State v. Livingston

VAN HOOMISSEN, J.,

dissenting.

I disagree with the majority’s conclusion that the trial judge erred in overruling defendant’s demurrer to the indictment. Therefore, I respectfully dissent.

This is a case of first impression in Oregon. There is authority from other states that supports the majority’s conclusion that a charging instrument is defective if it does not allege facts tolling the Statute of Limitations. However, there is also federal and state authority that supports the conclusion that the question of limitations is merely a matter of proof at trial. See Annot, “Necessity of Alleging in Indictment or Information Limitation-Tolling Facts,” 52 ALR3d 922.1 find the latter authority more persuasive.

*556The trend in Oregon has been to require less specificity in charging instruments because of our very liberal discovery practice. In State v. Keys, 25 Or App 15, 21, 540 P2d 205, rev den (1976), Chief Judge Schwab explained:

“The rationale in the cases has been that, although the defendant has a constitutional right to notice, this need not be accomplished solely by the indictment. Notice can be based on the indictment plus the language of the relevant statute. Notice can be based on the indictment plus the relatively new criminal discovery statutes. And the ultimate form of notice is the prosecution’s evidence; we have held that if the defendant is genuinely surprised thereby, he is entitled to a continuance.”1

For that reason, the state should not be required to allege facts in a charging instrument that bring a case within a statutory exception that permits tolling of the limitations statute. Here, the trial judge required the state to prove, as an element of its case in chief, that the statute was, in fact, tolled.2 That should be sufficient.
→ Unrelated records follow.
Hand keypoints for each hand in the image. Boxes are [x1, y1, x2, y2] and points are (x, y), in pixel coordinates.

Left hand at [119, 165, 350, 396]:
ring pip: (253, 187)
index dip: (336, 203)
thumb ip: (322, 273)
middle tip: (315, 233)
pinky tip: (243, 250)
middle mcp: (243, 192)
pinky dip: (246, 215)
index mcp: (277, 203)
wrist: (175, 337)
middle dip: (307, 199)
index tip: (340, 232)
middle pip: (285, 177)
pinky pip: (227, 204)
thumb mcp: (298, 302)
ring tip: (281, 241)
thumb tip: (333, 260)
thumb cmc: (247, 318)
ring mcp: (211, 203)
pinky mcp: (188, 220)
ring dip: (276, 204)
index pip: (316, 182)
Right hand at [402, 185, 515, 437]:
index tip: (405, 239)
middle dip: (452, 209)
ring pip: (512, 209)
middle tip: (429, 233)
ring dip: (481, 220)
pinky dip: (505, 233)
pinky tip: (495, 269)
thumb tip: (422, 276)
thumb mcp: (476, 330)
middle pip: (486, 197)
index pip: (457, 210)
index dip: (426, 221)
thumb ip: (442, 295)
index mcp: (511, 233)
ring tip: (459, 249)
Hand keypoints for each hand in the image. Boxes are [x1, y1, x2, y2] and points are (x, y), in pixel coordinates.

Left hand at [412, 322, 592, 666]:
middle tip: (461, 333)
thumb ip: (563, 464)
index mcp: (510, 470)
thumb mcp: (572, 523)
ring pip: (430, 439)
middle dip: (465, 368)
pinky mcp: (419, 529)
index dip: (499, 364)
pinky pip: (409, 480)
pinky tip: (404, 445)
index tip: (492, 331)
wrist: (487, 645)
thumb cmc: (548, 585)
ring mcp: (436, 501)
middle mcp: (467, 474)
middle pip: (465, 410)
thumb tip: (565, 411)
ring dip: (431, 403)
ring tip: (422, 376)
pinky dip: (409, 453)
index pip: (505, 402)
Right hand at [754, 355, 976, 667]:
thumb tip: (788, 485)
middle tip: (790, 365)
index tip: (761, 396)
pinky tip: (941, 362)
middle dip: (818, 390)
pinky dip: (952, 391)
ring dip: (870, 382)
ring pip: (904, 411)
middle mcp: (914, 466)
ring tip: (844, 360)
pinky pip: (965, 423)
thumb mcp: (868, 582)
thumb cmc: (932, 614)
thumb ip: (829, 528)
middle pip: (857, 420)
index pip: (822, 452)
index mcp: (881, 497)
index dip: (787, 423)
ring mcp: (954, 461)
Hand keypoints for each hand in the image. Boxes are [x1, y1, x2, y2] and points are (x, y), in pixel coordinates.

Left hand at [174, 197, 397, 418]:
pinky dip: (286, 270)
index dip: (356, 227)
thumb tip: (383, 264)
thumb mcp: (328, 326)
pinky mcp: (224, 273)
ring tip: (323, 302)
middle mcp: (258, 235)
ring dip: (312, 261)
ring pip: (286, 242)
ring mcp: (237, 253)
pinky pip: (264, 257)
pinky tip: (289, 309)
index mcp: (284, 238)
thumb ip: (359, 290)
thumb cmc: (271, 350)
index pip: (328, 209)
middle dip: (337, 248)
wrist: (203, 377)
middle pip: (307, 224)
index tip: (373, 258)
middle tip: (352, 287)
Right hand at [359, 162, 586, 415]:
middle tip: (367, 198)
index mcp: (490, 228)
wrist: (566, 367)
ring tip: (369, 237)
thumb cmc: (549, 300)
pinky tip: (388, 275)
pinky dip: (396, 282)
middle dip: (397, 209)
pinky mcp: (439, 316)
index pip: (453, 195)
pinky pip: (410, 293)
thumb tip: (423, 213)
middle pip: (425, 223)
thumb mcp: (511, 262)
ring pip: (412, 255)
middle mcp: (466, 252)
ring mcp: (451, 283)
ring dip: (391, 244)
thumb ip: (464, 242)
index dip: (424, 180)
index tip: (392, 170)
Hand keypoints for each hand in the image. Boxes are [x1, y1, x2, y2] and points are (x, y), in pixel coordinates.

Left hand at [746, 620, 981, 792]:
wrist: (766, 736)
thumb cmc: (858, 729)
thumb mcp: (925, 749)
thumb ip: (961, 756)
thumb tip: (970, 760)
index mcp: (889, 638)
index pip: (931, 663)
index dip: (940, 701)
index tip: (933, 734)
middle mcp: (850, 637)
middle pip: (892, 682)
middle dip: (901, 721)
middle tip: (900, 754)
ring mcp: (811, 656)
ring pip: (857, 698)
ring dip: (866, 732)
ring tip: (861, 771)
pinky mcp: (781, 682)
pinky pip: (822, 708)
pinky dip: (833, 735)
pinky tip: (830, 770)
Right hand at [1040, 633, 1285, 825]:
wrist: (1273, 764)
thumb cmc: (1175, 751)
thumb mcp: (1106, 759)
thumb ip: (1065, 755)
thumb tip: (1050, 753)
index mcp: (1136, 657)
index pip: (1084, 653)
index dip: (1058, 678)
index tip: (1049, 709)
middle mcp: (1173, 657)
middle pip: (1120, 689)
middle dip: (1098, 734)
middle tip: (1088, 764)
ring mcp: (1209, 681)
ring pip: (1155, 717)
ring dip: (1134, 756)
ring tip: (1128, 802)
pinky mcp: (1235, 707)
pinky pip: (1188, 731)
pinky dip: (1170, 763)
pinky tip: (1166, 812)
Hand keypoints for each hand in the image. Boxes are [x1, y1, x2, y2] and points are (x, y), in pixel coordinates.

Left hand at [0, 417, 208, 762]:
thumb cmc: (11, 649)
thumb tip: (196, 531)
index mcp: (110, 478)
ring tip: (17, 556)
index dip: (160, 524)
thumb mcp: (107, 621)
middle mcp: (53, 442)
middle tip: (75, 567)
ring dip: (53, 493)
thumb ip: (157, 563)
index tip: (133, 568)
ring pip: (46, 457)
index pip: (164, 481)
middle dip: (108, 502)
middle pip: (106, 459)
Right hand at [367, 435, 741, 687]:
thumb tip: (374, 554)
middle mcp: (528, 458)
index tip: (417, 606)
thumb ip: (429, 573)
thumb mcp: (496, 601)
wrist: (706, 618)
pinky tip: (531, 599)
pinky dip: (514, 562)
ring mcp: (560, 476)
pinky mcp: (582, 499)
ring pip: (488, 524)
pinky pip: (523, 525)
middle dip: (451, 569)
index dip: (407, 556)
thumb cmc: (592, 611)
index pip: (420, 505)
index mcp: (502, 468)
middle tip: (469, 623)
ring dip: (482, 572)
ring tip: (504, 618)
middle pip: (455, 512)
Defendant’s second assignment of error contends that the trial judge erred in denying his motion to exclude certain evidence because of an alleged discovery violation. I would find no error. See State v. Wolfe, 273 Or 518, 542 P2d 482 (1975). Defendant’s third assignment of error contends that the trial judge erred in denying his motion for judgment of acquittal. Again, I would find no error. See State v. Kincaide, 43 Or App 73, 602 P2d 307 (1979). Accordingly, I would affirm defendant’s conviction.

See City of Portland v. Aziz, 47 Or App 937, 943, 615 P2d 1109 (1980); State v. Shadley/Spencer/Rowe, 16 Or App 113, 120, 517 P2d 324 (1973).

Defendant was extradited from Pennsylvania on December 8, 1983, for trial on the theft charge. The majority opinion states that the 1984 indictment alleged criminal acts different than those alleged in the 1981 indictment. However, the order dismissing the 1981 indictment provides in relevant part:

“It appearing to the court that said indictment was insufficient in the allegation charged and said defendant has subsequently been charged by way of indictment dated January 25,1984 on the within case numbers, charging the same facts and circumstances as the within indictment * * *.”

That language supports the state’s contention that the 1984 indictment is a continuation of the original prosecution and not a new prosecution for a different crime.